PLF 2020 : Le Gouvernement fait leur fête aux Départements

Malgré la période plutôt propice, l’heure n’est pas à la fête pour les Départements. Jeudi 19 décembre, l’Assemblée nationale a adopté le projet de loi de finances 2020 qui supprime leur autonomie fiscale via le transfert de la taxe sur le foncier bâti aux communes et qui pioche sans vergogne dans leurs caisses pour financer les désengagements de l’État ou les promesses qu’il est incapable de tenir.

Ainsi, pour financer la revalorisation des indemnités des élus des communes de moins de 3 500 habitants, ce sont 14M€ qui seront enlevés de la dotation aux Départements.
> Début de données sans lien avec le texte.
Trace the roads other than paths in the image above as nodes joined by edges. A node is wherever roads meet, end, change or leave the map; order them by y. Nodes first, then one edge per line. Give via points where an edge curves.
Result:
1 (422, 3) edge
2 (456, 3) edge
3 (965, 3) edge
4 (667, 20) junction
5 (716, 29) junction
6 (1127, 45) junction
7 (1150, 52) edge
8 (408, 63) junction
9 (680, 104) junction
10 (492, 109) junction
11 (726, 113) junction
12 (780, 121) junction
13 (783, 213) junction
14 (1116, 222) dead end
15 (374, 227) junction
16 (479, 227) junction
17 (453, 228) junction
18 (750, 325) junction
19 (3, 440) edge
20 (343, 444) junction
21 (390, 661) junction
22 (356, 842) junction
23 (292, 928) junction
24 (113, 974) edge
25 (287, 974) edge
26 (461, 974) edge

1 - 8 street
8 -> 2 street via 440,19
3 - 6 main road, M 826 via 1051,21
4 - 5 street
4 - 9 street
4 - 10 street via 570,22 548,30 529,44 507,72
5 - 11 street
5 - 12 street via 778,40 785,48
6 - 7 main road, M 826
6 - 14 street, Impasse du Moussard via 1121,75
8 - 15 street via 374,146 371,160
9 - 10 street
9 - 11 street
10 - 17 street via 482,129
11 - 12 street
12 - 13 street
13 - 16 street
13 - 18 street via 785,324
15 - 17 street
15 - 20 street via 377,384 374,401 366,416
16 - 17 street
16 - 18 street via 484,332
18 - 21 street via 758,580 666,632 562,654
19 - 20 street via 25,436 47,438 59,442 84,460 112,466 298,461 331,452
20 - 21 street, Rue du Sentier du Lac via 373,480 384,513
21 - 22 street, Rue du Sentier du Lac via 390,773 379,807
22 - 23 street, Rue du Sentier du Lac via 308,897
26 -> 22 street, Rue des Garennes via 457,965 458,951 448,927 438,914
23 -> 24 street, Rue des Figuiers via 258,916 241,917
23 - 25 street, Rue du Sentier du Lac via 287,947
De la même manière, pour financer sa part du contrat de plan État-Région en ce qui concerne les transports en Île-de-France, ce sont 75M€ qui seront prélevés sur les recettes des Départements franciliens.
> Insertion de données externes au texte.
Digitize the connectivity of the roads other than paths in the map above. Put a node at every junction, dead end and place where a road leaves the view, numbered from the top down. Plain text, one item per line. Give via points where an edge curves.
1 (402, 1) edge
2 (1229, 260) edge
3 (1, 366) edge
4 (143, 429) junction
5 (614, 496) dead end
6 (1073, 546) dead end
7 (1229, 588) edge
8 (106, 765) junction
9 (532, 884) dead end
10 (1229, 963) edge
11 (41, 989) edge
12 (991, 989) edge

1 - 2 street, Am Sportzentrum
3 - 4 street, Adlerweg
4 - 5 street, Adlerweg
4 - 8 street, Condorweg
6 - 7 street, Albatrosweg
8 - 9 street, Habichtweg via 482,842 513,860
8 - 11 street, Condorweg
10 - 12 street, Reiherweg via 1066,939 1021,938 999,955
Supprimé par le Sénat au regard de son caractère purement scandaleux tant sur la forme que sur le fond, cet amendement scélérat a été redéposé à l’Assemblée Nationale et définitivement adopté avec le soutien de la majorité. On notera à cette occasion le silence éloquent des députés En Marche de la Seine-Saint-Denis, plus soucieux d’obéir aux ordres du Gouvernement que de défendre l’égalité des territoires.

14 millions par-ci, 75 millions par-là, auxquels s’ajoutent les quelques 10 milliards d’euros de non compensation des aides de solidarité individuelles : le Gouvernement semble bien décidé à vouloir asphyxier financièrement les Départements à défaut de les avoir rayés de la carte institutionnelle.

Le Département de la Seine-Saint-Denis est particulièrement concerné par ces coups de Jarnac. Le temps du déplacement en grande pompe pour nous dire que la Seine-Saint-Denis, territoire « hors-normes » a besoin de moyens de rattrapage « hors-normes », semble déjà bien loin. Donner d’une main et reprendre de l’autre, telle semble être la stratégie de ce Gouvernement.

Cette politique de Gribouille doit cesser. Dès janvier, le Département prendra des décisions pour compenser ces pertes de recettes infligées par le Gouvernement. Nous y serons contraints pour continuer à assurer nos missions de solidarité et nos plans d’investissements cruciaux pour le développement harmonieux de la Seine-Saint-Denis.